THE TASK – Consider the entries given below. Count the lines that include "Poole" and give only the count.
......
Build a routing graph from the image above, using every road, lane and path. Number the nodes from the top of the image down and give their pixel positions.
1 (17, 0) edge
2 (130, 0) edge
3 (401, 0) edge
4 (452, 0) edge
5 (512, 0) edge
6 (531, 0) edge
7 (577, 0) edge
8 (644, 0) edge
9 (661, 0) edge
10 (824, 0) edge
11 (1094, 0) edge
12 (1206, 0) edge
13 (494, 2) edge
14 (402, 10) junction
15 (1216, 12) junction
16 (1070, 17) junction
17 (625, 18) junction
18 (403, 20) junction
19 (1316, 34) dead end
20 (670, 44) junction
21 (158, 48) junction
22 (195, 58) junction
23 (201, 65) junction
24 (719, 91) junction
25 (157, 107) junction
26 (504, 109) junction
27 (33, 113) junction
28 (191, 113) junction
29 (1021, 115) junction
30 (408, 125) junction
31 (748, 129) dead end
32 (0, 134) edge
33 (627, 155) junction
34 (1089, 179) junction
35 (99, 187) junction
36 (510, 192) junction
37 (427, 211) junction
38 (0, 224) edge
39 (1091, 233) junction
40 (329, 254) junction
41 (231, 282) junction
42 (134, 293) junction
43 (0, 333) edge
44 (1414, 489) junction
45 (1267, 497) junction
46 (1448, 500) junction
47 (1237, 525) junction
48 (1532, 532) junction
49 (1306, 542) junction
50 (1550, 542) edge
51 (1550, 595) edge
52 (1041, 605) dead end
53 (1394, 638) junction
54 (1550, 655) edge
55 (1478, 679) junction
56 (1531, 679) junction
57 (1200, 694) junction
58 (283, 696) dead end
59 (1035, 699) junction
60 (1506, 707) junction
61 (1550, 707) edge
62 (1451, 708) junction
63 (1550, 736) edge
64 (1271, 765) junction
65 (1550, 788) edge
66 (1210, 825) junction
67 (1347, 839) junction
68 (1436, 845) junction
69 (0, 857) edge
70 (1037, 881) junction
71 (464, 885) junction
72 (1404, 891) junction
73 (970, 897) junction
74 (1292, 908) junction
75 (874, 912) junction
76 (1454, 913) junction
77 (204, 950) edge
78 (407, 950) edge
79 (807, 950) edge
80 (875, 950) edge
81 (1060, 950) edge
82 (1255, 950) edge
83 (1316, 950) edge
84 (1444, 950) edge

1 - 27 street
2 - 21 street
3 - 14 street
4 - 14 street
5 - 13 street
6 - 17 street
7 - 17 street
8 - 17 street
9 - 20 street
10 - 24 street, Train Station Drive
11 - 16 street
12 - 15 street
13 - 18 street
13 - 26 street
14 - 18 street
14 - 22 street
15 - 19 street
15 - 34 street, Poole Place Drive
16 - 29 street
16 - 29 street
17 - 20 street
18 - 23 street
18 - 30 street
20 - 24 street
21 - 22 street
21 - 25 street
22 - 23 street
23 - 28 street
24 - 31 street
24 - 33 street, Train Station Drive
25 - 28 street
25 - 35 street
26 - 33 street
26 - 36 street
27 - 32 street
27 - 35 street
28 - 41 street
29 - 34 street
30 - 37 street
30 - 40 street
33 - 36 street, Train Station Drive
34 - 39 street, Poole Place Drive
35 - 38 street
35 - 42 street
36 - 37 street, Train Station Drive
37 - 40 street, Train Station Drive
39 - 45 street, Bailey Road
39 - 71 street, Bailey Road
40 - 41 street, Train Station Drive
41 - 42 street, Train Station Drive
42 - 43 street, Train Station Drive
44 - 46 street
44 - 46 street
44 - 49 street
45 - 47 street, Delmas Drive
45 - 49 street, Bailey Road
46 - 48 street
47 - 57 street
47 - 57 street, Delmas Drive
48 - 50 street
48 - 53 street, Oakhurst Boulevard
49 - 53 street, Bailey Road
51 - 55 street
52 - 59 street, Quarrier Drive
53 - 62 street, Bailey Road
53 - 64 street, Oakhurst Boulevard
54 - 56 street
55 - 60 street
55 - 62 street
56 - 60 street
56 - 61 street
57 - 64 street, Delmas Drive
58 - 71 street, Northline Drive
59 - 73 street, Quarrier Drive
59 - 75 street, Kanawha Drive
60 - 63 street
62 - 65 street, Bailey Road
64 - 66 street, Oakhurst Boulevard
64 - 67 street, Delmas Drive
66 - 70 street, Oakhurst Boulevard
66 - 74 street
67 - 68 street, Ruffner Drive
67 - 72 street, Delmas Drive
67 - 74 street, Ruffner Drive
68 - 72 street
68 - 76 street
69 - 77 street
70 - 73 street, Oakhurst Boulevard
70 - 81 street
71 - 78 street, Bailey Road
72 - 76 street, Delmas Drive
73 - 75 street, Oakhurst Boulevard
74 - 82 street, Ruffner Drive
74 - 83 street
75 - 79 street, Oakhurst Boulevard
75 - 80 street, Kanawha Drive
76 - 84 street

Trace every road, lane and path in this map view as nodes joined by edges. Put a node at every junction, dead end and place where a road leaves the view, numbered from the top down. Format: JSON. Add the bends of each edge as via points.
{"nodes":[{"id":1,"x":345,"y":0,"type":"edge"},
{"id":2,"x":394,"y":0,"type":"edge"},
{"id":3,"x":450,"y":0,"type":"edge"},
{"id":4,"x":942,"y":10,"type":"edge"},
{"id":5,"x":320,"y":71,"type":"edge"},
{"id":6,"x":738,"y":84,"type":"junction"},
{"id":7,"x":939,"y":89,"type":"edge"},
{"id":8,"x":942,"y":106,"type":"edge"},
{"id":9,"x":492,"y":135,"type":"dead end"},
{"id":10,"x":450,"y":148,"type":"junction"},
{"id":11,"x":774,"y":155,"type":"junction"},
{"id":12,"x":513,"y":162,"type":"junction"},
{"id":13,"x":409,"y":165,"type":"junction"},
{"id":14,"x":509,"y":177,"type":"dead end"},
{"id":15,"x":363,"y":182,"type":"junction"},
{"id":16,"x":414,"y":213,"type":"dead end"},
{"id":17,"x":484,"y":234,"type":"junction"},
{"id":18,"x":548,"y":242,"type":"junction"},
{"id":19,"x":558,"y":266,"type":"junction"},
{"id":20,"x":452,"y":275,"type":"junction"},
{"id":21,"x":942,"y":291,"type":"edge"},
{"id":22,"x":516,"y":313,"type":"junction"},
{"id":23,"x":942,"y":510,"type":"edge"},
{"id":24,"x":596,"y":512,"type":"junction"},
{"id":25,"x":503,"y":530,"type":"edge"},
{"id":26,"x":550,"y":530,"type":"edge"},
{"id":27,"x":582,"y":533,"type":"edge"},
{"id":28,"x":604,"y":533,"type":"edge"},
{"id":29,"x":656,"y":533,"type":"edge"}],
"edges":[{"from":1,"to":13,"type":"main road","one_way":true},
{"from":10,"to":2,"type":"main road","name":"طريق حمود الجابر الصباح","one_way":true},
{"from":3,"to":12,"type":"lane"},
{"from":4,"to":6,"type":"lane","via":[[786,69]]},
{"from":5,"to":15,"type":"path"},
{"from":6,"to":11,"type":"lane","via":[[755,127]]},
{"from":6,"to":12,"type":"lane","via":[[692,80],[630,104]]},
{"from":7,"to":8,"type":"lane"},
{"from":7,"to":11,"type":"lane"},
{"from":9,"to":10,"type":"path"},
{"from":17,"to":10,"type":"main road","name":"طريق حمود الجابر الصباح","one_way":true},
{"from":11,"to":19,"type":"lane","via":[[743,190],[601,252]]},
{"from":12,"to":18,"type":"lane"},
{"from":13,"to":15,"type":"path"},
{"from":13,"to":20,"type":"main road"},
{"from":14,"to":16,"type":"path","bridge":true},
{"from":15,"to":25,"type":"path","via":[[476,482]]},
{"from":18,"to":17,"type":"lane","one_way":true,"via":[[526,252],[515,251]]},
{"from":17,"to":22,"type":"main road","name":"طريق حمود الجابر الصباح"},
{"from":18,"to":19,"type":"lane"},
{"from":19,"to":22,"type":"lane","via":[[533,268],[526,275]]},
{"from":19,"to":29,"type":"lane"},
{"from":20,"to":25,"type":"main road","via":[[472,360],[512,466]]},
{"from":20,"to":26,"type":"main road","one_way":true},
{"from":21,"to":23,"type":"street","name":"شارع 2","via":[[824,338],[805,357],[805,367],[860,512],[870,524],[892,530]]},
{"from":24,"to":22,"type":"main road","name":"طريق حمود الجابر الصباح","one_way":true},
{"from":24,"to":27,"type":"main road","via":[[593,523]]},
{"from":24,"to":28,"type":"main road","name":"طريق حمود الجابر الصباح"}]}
......
RESPONSE TO THIS TASK – 2